Clint Eastwood: separating the embarrassment from the facts
I just watched the speech that Clint Eastwood made at the RNC yesterday.
Yes it was embarrassing. Deeply embarrassing. To everyone save the 20,000 people at the Times Forum in Tampa. But if we leave that aside for one moment, let’s analyse the substance of his speech. Don’t worry, I won’t be long. There was only one section that contained anything barely resembling a fact.
There’s 23 million unemployed people in this country. Now that is something to cry for, because that is a disgrace, a national disgrace, and this administration hasn’t done enough to cure that.
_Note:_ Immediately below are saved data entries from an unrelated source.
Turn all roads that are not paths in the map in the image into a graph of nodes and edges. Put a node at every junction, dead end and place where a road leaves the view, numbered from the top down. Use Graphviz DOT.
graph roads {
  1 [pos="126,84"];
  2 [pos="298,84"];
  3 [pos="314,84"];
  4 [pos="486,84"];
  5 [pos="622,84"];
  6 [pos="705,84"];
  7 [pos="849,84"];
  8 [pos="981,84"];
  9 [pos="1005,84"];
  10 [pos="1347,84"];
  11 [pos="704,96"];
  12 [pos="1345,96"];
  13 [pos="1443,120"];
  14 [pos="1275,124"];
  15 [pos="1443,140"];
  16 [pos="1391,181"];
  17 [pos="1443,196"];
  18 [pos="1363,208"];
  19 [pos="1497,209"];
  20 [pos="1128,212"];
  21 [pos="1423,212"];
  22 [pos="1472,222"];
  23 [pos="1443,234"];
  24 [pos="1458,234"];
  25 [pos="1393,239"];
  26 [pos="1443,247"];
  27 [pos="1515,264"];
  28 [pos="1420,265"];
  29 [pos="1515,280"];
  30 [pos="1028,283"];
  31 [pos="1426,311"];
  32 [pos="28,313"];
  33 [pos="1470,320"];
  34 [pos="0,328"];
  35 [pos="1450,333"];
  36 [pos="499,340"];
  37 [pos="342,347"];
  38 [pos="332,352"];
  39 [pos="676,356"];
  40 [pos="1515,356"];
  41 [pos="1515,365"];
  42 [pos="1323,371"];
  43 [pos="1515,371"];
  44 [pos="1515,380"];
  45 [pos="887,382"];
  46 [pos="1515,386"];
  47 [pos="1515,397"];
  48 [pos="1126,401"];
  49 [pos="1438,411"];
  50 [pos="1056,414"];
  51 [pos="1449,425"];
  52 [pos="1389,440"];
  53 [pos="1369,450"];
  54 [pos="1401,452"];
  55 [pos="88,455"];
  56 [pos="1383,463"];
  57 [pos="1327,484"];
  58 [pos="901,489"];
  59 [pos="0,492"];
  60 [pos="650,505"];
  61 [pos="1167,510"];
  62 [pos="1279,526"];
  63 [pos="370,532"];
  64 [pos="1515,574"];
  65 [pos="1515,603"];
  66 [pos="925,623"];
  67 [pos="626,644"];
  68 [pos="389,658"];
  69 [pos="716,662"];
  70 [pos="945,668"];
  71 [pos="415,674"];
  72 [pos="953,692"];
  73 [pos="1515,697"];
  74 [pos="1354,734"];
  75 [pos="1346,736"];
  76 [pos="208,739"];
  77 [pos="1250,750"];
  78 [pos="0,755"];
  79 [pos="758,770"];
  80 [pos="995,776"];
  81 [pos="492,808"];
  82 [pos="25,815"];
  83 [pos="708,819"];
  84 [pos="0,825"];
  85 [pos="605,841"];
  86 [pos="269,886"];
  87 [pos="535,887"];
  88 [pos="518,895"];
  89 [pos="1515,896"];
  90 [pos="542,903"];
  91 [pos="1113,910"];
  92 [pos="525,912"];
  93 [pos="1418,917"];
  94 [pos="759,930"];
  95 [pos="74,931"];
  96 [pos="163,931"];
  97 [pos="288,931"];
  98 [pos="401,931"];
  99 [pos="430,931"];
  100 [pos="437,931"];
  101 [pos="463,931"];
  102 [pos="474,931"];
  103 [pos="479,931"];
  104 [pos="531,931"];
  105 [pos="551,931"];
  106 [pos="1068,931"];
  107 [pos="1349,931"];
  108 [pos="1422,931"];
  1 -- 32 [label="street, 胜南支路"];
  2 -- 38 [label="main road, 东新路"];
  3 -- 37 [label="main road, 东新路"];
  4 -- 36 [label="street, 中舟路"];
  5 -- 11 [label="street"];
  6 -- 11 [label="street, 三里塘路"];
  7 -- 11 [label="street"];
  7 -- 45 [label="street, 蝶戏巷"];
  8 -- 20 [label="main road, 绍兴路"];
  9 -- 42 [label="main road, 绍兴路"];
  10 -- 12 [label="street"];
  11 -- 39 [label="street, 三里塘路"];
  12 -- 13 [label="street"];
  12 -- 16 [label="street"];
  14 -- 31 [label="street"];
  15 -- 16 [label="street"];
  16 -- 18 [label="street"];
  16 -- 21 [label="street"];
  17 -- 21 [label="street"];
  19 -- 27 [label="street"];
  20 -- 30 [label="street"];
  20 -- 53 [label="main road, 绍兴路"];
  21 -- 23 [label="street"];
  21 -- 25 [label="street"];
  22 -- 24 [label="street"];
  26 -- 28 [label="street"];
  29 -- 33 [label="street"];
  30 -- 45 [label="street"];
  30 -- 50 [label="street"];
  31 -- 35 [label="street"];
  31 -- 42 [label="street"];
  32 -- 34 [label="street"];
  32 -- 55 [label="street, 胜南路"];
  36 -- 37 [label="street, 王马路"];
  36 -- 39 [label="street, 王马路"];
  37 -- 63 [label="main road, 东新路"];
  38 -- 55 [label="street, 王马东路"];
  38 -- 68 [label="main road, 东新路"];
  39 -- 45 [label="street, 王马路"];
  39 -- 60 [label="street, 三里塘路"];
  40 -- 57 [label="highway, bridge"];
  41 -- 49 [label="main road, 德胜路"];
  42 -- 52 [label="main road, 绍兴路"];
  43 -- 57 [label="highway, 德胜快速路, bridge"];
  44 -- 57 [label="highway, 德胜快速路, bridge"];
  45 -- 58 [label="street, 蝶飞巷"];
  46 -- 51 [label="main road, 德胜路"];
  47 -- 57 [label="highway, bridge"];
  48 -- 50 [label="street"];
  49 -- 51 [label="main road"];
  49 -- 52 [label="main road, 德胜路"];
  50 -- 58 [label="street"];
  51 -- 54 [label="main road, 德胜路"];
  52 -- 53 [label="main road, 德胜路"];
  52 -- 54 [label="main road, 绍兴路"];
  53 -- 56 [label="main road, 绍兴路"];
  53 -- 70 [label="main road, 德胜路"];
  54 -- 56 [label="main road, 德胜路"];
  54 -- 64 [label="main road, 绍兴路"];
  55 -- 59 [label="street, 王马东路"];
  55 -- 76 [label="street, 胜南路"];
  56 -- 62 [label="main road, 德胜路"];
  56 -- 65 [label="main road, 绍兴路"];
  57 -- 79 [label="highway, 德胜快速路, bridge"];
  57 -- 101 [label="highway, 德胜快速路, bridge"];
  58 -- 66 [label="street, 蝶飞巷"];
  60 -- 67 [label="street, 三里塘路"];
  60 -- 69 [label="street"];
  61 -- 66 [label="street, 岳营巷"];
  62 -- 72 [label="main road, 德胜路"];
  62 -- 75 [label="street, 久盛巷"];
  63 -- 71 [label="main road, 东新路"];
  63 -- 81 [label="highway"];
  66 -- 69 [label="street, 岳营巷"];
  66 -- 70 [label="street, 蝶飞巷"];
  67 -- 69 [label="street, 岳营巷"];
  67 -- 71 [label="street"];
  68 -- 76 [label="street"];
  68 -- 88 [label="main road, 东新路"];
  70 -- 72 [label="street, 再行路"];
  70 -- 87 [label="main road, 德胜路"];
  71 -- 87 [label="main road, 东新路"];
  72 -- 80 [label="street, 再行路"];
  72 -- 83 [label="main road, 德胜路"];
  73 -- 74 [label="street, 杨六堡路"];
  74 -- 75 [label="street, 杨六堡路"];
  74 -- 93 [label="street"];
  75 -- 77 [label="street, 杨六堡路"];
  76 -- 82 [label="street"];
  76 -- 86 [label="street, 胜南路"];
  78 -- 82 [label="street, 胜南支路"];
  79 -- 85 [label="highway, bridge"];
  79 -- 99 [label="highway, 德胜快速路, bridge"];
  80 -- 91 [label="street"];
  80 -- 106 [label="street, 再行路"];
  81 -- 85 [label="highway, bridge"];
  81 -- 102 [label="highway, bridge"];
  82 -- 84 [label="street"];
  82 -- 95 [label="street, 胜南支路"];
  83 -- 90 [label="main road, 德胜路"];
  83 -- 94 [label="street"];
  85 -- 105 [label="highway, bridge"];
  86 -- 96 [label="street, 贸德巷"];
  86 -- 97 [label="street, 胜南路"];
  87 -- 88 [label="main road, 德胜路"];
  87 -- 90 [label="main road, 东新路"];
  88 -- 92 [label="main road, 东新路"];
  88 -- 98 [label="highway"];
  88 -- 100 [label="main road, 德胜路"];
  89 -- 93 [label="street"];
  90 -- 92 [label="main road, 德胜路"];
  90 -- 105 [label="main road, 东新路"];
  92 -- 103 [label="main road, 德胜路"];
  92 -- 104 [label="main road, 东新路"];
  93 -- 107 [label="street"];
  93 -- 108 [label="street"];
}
Post-war, the US unemployment rate was at its highest (10.8%) in November/December 1982, 22 months into President Reagan’s Republican administration.
Other recent local highs occurred in June 1992 (7.8%, six months from the end of George H. W. Bush’s Republican presidency) and June 2003 (6.3%, two and a half years into his Republican son’s first term).
Obama inherited an unemployment rate of 7.8% in January 2009. This peaked at 10.0% that November, and is now hovering around the 8.3% rate.
So while Clint’s first sentence is accurate, the context thereafter is bullshit.
One other snippet of note:
I never thought it was a good idea for attorneys to be president anyway. I think attorneys are so busy, always taught to argue and weigh everything and weigh both sides.
No further questions, your honour.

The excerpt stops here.